所有对 cudaMallocAsync 的调用都使用内存池的资源。在没有指定内存池的情况下，cudaMallocAsync API 使用提供的流设备的当前内存池。设备的当前内存池可以使用 cudaDeviceSetMempool 设置并使用 cudaDeviceGetMempool 查询。默认情况下（在没有 cudaDeviceSetMempool 调用的情况下），当前内存池是设备的默认内存池。 cudaMallocFromPoolAsync 的 API cudaMallocFromPoolAsync 和 c++ 重载允许用户指定要用于分配的池，而无需将其设置为当前池。 API cudaDeviceGetDefaultMempool 和 cudaMemPoolCreate 为用户提供内存池的句柄。

注意：设备的内存池当前将是该设备的本地。

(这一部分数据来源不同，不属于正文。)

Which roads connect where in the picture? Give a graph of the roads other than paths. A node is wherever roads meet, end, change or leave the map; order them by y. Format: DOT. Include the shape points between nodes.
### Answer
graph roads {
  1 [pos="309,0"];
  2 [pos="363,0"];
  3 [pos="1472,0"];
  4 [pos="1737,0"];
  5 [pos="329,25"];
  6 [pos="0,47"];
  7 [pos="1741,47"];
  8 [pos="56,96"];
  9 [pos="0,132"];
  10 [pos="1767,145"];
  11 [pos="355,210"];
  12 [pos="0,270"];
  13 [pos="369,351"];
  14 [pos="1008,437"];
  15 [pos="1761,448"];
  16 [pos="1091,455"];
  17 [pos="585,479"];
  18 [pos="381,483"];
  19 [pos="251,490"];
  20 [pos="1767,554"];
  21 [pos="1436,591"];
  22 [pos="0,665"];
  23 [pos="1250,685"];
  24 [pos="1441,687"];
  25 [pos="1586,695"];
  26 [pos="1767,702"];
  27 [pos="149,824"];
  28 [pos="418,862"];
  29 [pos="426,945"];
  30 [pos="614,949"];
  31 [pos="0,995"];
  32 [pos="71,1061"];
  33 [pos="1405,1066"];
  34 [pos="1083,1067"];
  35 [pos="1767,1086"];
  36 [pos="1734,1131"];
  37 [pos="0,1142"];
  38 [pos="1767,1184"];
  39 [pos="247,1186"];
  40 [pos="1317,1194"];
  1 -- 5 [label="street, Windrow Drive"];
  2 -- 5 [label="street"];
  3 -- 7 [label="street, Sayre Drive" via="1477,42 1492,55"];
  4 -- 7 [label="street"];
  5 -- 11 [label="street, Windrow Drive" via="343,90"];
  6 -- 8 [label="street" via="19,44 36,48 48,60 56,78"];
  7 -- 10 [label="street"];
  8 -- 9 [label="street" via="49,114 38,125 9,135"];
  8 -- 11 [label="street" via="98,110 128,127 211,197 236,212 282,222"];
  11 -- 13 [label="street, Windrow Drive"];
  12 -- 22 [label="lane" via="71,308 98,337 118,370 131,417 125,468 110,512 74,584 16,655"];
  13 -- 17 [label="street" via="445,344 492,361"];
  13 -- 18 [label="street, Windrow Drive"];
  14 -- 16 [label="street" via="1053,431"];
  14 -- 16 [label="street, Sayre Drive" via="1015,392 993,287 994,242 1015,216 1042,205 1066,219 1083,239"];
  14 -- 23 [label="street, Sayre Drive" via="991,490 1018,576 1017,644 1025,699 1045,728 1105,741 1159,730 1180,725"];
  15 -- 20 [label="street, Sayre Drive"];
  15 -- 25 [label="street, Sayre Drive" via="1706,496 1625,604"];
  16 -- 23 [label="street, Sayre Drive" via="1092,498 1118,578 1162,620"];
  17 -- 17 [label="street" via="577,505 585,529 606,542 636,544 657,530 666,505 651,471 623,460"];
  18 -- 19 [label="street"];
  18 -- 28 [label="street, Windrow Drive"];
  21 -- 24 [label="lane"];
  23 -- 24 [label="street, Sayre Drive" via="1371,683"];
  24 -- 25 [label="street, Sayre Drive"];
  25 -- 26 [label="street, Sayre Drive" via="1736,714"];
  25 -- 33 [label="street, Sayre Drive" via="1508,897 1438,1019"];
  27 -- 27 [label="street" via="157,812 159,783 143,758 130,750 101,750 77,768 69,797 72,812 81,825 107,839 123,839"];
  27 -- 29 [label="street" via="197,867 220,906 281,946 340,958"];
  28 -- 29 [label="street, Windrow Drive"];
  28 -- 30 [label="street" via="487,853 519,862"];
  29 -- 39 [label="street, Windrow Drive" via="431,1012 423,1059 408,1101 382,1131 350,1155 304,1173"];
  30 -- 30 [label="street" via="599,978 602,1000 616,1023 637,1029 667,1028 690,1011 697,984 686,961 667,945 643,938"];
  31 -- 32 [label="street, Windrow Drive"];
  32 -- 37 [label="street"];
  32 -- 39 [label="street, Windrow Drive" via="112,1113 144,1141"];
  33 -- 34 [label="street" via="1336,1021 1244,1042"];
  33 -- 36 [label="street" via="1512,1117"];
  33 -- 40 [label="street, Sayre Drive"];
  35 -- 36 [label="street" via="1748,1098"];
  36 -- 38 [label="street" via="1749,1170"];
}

因此，在不指定内存池的情况下进行分配将始终产生流设备本地的分配。

注意：`cudaMemPoolSetAttribute` 和 `cudaMemPoolGetAttribute` 控制内存池的属性。

5. Default/Impicit Pools

可以使用 cudaDeviceGetDefaultMempool API 检索设备的默认内存池。来自设备默认内存池的分配是位于该设备上的不可迁移设备分配。这些分配将始终可以从该设备访问。默认内存池的可访问性可以通过 cudaMemPoolSetAccess 进行修改，并通过 cudaMemPoolGetAccess 进行查询。由于不需要显式创建默认池，因此有时将它们称为隐式池。设备默认内存池不支持IPC。

6. Explicit Pools

API cudaMemPoolCreate 创建一个显式池。目前内存池只能分配设备分配。分配将驻留的设备必须在属性结构中指定。显式池的主要用例是 IPC 功能。

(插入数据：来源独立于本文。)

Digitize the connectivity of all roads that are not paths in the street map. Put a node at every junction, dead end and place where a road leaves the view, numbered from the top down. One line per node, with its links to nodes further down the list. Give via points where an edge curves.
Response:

// create a pool similar to the implicit pool on device 0
int device = 0;
cudaMemPoolProps poolProps = { };
poolProps.allocType = cudaMemAllocationTypePinned;
poolProps.location.id = device;
poolProps.location.type = cudaMemLocationTypeDevice;

cudaMemPoolCreate(&memPool, &poolProps));

7. Physical Page Caching Behavior

默认情况下，分配器尝试最小化池拥有的物理内存。为了尽量减少分配和释放物理内存的操作系统调用，应用程序必须为每个池配置内存占用。应用程序可以使用释放阈值属性 (cudaMemPoolAttrReleaseThreshold) 执行此操作。

释放阈值是池在尝试将内存释放回操作系统之前应保留的内存量（以字节为单位）。当内存池持有超过释放阈值字节的内存时，分配器将尝试在下一次调用流、事件或设备同步时将内存释放回操作系统。将释放阈值设置为 UINT64_MAX 将防止驱动程序在每次同步后尝试收缩池。

Cuuint64_t setVal = UINT64_MAX;
cudaMemPoolSetAttribute(memPool, cudaMemPoolAttrReleaseThreshold, &setVal);

将 cudaMemPoolAttrReleaseThreshold 设置得足够高以有效禁用内存池收缩的应用程序可能希望显式收缩内存池的内存占用。 cudaMemPoolTrimTo 允许此类应用程序这样做。在修剪内存池的占用空间时，minBytesToKeep 参数允许应用程序保留它预期在后续执行阶段需要的内存量。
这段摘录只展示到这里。